问题
I have to run several regression models for a project. The workflow looks something like this:
glm(y ~ variables, data=data1)
glm(y ~ variables, data=data2)
glm(y ~ variables, data=data3)
glm(y ~ variables, data=data4)
I then run a different model on the same data:
lm(z ~ other_variables, data=data1)
lm(z ~ other_variables, data=data2)
lm(z ~ other_variables, data=data3)
lm(z ~ other_variables, data=data4)
Running these models take something like 8 hours, so I want to parallelize this operation. I have 4 cores, so in theory, this process could be sped up quite a lot.
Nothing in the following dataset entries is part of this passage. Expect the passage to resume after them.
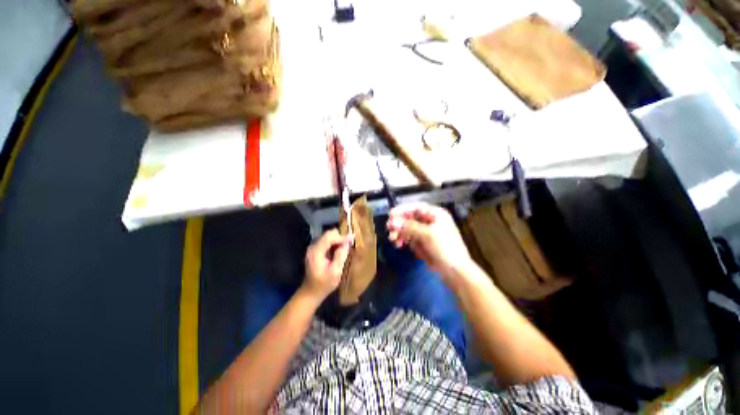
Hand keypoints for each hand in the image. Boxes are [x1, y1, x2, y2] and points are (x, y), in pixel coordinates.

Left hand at [301, 229, 350, 301]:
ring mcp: (313, 248)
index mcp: (316, 252)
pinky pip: (327, 241)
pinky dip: (335, 243)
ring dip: (338, 240)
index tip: (352, 238)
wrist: (311, 293)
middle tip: (349, 244)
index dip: (342, 237)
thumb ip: (340, 256)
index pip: (329, 237)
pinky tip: (340, 250)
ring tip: (346, 247)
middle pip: (328, 234)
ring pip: (328, 237)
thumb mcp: (335, 272)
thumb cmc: (323, 285)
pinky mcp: (316, 250)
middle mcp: (313, 247)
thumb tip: (347, 243)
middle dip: (340, 237)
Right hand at [387, 203, 472, 283]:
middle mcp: (431, 221)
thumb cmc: (444, 248)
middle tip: (389, 229)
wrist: (455, 271)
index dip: (403, 210)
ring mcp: (427, 232)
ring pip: (409, 228)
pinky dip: (404, 240)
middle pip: (411, 218)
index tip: (390, 214)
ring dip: (400, 232)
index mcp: (436, 214)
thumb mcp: (427, 235)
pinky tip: (399, 245)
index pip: (416, 207)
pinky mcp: (423, 242)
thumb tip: (392, 222)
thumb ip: (409, 227)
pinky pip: (410, 237)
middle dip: (400, 223)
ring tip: (393, 239)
The problem is that data1 is much larger than the rest of the datasets, which means that 3 of my cores will have to sit idle for hours until the next task can start.
Most of the parallelization methods I've come across deals with applying a single function to several arguments, but is it possible to parallelize using several different functions at once?
At first the workload should be like this:
Core1: glm(y ~ variables, data=data1)
Core2: glm(y ~ variables, data=data2)
Core3: glm(y ~ variables, data=data3)
Core4: glm(y ~ variables, data=data4)
But when cores 2-4 are have finished computing the model, I want them to start working on the next regression model, even while core 1 continues to calculate the glm model for data1:
Core1: glm(y ~ variables, data=data1)
Core2: lm(z ~ other_variables, data=data1)
Core3: lm(z ~ other_variables, data=data2)
Core4: lm(z ~ other_variables, data=data3)
Is there a model/function which would allow me to do this?
I've so far run with the parallel package and the paraLapply function, but I run into the aforementioned problems.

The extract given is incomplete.